Krakow’s Newest Museum: EUROPEUM

The National Museum in Krakow has opened its eleventh branch in the city: the EUROPEUM – European Culture Centre, on Pl. Sikorskiego. Opening its doors on September 12, the gallery is devoted to Western European art with a collection that spans nine centuries.

The gallery is housed in a 17th-century building, once used as a granary, that has been renovated at a cost of 9 million złoty, 4.7 million of which came from the National Fund for the Restoration of Historic Buildings and Monuments in Krakow.

The project is part of a wider initiative to revitalise the area around Pl. Sikorskiego, which has served as little more than a car park in recent years.

Pieter Brueghel the Younger: John The Baptist Preaching (National Museum in Krakow)

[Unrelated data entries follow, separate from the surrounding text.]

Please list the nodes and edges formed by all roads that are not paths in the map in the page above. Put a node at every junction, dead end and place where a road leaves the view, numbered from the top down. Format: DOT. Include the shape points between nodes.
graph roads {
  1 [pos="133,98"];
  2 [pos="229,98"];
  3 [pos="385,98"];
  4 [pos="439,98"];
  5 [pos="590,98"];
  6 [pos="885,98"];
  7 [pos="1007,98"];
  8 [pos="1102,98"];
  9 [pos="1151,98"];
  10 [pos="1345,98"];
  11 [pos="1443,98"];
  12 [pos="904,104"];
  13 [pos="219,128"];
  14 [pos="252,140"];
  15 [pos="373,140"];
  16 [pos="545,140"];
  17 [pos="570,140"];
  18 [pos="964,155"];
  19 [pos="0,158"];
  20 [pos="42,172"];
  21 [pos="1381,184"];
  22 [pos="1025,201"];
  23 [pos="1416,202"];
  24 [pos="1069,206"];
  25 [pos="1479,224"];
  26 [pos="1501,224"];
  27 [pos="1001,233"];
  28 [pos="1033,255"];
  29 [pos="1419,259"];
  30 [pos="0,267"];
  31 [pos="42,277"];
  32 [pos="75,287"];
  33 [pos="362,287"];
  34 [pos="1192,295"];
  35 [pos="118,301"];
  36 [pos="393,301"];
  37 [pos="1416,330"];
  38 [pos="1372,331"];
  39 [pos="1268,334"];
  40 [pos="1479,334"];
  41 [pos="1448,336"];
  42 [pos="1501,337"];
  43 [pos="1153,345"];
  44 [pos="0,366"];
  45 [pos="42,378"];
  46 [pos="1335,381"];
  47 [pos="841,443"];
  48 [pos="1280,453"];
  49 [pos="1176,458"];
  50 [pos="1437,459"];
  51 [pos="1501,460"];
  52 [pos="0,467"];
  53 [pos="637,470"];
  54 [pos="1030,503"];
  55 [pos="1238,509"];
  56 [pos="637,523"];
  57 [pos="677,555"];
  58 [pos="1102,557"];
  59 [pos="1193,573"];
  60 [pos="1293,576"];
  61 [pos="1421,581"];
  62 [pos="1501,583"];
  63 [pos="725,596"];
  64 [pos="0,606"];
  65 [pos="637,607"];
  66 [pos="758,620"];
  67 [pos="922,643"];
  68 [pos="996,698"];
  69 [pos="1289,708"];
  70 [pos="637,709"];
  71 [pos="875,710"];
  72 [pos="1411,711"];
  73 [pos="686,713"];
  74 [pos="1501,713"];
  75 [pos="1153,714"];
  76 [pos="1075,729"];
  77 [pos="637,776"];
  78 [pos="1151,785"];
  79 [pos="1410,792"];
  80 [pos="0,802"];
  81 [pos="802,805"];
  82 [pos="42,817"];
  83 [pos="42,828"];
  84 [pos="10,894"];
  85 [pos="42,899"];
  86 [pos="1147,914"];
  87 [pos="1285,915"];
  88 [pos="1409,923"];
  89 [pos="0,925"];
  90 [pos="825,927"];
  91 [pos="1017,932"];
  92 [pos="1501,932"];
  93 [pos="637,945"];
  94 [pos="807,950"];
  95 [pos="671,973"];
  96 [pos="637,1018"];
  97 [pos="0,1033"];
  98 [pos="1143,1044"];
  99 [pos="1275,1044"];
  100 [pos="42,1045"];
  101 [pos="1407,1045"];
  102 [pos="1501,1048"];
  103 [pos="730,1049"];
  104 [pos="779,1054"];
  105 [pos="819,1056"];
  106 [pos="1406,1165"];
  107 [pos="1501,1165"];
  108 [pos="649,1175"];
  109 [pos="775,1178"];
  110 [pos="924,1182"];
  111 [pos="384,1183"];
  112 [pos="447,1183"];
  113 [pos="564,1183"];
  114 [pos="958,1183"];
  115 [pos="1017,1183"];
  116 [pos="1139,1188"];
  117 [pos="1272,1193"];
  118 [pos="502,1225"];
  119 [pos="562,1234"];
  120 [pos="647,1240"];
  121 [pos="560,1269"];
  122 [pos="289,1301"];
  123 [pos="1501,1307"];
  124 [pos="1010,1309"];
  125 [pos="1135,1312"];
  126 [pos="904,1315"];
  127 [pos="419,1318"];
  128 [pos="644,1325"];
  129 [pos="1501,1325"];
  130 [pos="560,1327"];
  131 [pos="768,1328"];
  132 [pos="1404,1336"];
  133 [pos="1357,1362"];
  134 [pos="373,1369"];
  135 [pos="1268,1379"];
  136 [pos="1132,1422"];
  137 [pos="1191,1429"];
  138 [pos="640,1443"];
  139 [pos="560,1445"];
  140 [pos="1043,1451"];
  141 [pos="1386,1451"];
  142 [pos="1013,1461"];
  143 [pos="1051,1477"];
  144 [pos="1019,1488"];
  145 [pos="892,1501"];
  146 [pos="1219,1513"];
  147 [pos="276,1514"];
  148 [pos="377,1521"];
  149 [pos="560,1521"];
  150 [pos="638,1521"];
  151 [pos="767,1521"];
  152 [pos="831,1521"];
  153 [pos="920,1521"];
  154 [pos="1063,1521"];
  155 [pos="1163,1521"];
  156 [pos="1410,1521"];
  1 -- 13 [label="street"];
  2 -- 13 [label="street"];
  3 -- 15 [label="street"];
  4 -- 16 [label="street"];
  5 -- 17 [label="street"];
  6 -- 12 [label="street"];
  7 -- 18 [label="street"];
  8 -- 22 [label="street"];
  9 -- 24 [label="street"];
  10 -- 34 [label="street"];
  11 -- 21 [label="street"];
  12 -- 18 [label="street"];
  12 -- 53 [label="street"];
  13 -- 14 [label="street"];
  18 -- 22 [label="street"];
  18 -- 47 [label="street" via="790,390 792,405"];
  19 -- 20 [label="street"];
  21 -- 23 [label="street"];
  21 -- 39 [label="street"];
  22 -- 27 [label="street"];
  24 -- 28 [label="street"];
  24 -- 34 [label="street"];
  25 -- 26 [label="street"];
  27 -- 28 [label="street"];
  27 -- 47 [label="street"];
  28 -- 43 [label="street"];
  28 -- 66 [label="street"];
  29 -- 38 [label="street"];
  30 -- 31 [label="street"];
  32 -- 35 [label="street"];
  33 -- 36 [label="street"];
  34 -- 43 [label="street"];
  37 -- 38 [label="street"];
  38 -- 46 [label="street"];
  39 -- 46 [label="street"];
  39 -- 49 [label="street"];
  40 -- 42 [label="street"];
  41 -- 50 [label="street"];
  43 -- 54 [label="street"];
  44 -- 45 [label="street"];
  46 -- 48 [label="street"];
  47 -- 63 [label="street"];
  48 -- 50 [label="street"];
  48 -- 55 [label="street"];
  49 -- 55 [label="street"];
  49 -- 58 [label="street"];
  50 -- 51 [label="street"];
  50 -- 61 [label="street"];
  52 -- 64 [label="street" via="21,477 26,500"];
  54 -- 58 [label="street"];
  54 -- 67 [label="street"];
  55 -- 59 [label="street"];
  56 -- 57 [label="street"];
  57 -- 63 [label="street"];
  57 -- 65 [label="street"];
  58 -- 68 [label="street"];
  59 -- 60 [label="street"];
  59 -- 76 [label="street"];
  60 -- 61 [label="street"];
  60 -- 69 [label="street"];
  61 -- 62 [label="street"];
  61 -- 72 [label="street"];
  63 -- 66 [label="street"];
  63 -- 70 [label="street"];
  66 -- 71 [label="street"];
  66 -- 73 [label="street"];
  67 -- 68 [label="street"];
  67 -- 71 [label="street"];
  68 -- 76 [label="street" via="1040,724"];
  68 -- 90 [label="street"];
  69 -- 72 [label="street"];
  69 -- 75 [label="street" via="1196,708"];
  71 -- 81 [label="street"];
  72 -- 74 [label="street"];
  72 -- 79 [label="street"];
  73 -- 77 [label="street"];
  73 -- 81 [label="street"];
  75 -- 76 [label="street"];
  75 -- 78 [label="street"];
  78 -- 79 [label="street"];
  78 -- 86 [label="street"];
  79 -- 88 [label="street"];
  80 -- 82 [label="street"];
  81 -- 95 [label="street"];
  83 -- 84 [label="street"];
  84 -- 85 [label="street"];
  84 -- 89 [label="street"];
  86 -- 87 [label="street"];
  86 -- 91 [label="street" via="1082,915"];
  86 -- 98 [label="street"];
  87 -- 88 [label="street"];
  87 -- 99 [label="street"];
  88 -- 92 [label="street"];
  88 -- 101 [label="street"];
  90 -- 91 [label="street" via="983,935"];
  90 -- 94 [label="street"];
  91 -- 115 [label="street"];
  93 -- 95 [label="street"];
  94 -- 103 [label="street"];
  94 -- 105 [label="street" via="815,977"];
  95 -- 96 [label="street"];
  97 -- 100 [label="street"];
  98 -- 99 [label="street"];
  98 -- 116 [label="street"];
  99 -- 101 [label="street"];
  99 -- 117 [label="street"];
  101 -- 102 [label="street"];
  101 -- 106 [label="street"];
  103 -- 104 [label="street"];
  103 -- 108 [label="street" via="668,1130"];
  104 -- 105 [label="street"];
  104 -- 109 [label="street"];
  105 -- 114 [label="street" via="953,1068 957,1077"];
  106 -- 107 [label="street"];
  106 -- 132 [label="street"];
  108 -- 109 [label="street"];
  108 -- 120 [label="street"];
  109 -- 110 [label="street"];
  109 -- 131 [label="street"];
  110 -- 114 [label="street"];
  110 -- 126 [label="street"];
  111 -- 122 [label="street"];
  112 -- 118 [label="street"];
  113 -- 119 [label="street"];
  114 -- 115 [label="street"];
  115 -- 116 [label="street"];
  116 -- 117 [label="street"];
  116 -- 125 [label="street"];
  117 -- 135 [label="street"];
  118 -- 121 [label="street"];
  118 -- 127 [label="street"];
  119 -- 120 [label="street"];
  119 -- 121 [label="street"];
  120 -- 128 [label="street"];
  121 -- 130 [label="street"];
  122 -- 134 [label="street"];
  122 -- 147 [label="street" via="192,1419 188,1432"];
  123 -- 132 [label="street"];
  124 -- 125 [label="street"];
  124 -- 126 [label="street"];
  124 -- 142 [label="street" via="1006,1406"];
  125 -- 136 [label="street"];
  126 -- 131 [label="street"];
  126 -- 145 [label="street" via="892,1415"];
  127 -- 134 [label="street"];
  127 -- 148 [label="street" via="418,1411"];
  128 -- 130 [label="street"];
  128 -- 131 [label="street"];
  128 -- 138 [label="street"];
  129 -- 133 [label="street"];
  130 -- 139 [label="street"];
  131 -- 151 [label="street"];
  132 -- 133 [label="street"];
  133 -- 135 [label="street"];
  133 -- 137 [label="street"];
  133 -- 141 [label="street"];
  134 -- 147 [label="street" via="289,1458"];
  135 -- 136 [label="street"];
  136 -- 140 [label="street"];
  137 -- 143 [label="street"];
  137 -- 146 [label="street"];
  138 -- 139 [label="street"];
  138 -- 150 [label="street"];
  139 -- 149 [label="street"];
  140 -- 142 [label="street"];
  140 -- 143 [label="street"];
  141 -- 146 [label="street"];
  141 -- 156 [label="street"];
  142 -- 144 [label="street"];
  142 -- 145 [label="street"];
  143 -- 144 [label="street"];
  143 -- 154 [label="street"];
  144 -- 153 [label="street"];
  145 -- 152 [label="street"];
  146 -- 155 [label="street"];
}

The launch of EUROPEUM is in step with the National Museum’s policy of decentralising exhibition spaces in Krakow, which it has pursued since its foundation in 1879.

The original plan was for the restored building to host a collection of contemporary art, but this was changed when the Princes Czartoryski Foundation announced that there would be no room to display objects from the National Museum in its renovated museum on ul. Pijarska.

When the Princes Czartoryski Museum reopens at the end of the year, Leonardo Da Vinci’s The Lady with an Ermine and Lorenzo Lotto’s Adoration of the Child will go their separate ways.

Lorenzo Lotto: Adoration of the Child (National Museum in Krakow)

Commenting on the new exhibition space, the Director of the National Museum in Krakow, Zofia Gołubiew, said: “Once, seed for sowing was stored here. Now we want to sow knowledge of the culture of Europe.”

The transition from the exterior, complemented by a lapidarium in the backyard with architectural details from old buildings in Krakow, to the interior in the former granary building is very brief. Over 100 paintings and sculptures are presented thematically on both floors of the centre.

“A number of works on display here, including a Catalan mediaeval statue of the Madonna, have rarely or never been on display in any of our branches before now,” a spokesperson for the National Museum told the Krakow Post.

The EUROPEUM has an impressive collection of sculpture and paintings, including works by Paolo Veneziano, Pieter Breughel, Lorenzo Lotto, Luca Giordano, Thorvaldsen, Canona as well as less well know but admirable painters such as Gaspare Diziani and Domenico Fetti.